START GIVEN ENTRIES
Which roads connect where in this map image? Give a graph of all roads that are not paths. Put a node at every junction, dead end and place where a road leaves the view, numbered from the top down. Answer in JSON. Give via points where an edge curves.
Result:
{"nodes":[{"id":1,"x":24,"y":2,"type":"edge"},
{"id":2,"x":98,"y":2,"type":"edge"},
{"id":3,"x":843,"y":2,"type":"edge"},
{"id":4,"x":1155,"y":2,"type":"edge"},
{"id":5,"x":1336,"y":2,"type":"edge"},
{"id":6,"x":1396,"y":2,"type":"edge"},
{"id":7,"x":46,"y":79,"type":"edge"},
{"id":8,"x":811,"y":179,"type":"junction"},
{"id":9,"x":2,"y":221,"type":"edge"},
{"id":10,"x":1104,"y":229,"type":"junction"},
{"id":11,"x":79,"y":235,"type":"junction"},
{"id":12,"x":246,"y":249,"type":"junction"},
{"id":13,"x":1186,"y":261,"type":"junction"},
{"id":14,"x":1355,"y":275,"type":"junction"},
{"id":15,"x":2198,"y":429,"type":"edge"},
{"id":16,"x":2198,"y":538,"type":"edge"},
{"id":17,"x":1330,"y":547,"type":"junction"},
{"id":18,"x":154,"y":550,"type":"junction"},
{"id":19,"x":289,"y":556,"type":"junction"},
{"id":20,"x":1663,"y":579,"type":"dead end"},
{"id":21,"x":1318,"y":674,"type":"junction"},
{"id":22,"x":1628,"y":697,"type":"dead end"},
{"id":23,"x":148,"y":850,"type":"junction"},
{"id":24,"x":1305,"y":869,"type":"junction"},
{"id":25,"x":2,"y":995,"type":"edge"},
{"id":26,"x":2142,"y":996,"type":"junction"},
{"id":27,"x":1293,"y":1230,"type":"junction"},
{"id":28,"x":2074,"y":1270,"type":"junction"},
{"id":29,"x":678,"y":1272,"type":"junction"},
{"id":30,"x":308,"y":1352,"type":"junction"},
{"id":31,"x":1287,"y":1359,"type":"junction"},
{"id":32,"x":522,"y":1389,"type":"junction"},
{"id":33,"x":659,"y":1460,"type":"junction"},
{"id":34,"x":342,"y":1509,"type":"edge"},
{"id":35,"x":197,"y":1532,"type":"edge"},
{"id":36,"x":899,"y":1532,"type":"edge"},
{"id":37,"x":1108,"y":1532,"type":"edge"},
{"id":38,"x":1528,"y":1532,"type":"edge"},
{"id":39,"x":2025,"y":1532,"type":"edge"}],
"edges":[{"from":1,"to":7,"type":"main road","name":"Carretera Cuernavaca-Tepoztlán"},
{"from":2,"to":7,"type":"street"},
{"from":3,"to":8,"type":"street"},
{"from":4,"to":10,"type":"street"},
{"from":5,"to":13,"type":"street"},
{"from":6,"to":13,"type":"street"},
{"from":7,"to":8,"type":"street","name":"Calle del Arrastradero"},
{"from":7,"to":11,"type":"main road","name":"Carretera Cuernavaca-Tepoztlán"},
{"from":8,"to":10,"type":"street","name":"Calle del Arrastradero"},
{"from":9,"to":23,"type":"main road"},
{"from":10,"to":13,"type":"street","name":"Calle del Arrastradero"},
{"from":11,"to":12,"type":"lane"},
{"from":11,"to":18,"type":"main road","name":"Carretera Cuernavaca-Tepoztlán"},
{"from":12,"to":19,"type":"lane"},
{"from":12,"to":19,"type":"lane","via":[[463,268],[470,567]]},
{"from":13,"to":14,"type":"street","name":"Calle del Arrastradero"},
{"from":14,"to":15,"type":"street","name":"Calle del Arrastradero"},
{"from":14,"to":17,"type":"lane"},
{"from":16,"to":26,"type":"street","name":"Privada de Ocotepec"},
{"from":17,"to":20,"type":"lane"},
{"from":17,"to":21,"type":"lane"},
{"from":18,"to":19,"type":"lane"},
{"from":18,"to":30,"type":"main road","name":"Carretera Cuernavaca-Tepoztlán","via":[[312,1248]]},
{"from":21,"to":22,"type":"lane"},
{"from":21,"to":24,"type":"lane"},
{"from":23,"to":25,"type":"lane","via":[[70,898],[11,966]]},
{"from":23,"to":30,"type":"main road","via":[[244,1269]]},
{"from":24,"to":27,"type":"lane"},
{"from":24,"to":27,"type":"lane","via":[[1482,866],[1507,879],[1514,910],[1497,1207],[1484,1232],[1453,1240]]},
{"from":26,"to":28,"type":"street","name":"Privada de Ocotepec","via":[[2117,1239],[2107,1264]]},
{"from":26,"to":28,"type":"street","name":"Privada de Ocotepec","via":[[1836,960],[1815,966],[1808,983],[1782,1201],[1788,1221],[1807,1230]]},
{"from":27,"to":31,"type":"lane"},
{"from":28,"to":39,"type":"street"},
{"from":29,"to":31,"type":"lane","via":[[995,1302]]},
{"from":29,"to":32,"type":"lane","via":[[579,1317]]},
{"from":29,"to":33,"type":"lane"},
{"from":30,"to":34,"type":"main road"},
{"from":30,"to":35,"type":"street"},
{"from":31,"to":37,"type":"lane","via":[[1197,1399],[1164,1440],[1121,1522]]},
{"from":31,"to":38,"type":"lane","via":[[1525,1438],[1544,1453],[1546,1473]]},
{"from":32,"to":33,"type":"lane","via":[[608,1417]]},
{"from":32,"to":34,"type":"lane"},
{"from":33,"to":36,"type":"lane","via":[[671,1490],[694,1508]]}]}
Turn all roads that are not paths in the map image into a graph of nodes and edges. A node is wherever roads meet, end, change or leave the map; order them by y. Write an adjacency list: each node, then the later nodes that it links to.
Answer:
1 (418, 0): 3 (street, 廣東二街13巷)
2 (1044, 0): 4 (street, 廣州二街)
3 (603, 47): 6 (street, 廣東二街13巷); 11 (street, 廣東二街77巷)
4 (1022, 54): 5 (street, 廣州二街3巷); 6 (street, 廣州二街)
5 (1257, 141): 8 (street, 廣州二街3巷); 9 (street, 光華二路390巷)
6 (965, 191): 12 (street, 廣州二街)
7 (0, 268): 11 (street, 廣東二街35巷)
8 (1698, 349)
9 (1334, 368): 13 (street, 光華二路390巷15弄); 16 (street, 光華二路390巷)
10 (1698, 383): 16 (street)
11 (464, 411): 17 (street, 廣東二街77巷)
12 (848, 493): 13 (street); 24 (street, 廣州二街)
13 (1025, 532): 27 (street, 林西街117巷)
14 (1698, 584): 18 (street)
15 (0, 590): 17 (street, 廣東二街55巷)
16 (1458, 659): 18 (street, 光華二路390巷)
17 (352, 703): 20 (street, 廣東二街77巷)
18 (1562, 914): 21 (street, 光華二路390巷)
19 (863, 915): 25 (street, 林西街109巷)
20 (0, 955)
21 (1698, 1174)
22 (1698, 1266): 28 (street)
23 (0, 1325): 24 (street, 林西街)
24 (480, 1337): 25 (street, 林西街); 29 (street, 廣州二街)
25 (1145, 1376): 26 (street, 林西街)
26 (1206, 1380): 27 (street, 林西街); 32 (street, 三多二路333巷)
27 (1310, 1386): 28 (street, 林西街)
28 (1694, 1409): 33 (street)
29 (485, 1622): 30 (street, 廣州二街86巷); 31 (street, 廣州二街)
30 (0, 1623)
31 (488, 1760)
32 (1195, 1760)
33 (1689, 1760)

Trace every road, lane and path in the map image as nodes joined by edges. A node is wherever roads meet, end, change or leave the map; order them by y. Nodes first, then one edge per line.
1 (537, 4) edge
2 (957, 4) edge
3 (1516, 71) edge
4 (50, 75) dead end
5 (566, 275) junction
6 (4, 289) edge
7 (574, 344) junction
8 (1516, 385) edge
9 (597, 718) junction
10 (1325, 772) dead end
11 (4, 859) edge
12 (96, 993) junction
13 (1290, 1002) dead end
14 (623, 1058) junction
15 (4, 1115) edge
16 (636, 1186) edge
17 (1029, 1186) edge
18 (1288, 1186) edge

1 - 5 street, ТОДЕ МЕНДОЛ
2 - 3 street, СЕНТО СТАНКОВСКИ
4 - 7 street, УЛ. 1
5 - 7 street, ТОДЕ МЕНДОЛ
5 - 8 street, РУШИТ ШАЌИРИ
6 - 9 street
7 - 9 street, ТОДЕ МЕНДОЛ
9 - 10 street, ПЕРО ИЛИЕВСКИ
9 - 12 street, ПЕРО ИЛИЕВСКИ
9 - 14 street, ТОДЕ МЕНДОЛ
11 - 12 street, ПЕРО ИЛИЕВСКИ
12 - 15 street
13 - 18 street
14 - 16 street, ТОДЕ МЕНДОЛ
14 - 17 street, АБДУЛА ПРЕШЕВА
END GIVEN ENTRIES
Each line above where the word "Carretera" occurs should be copied out.

"edges":[{"from":1,"to":7,"type":"main road","name":"Carretera Cuernavaca-Tepoztlán"},
{"from":7,"to":11,"type":"main road","name":"Carretera Cuernavaca-Tepoztlán"},
{"from":11,"to":18,"type":"main road","name":"Carretera Cuernavaca-Tepoztlán"},
{"from":18,"to":30,"type":"main road","name":"Carretera Cuernavaca-Tepoztlán","via":[[312,1248]]},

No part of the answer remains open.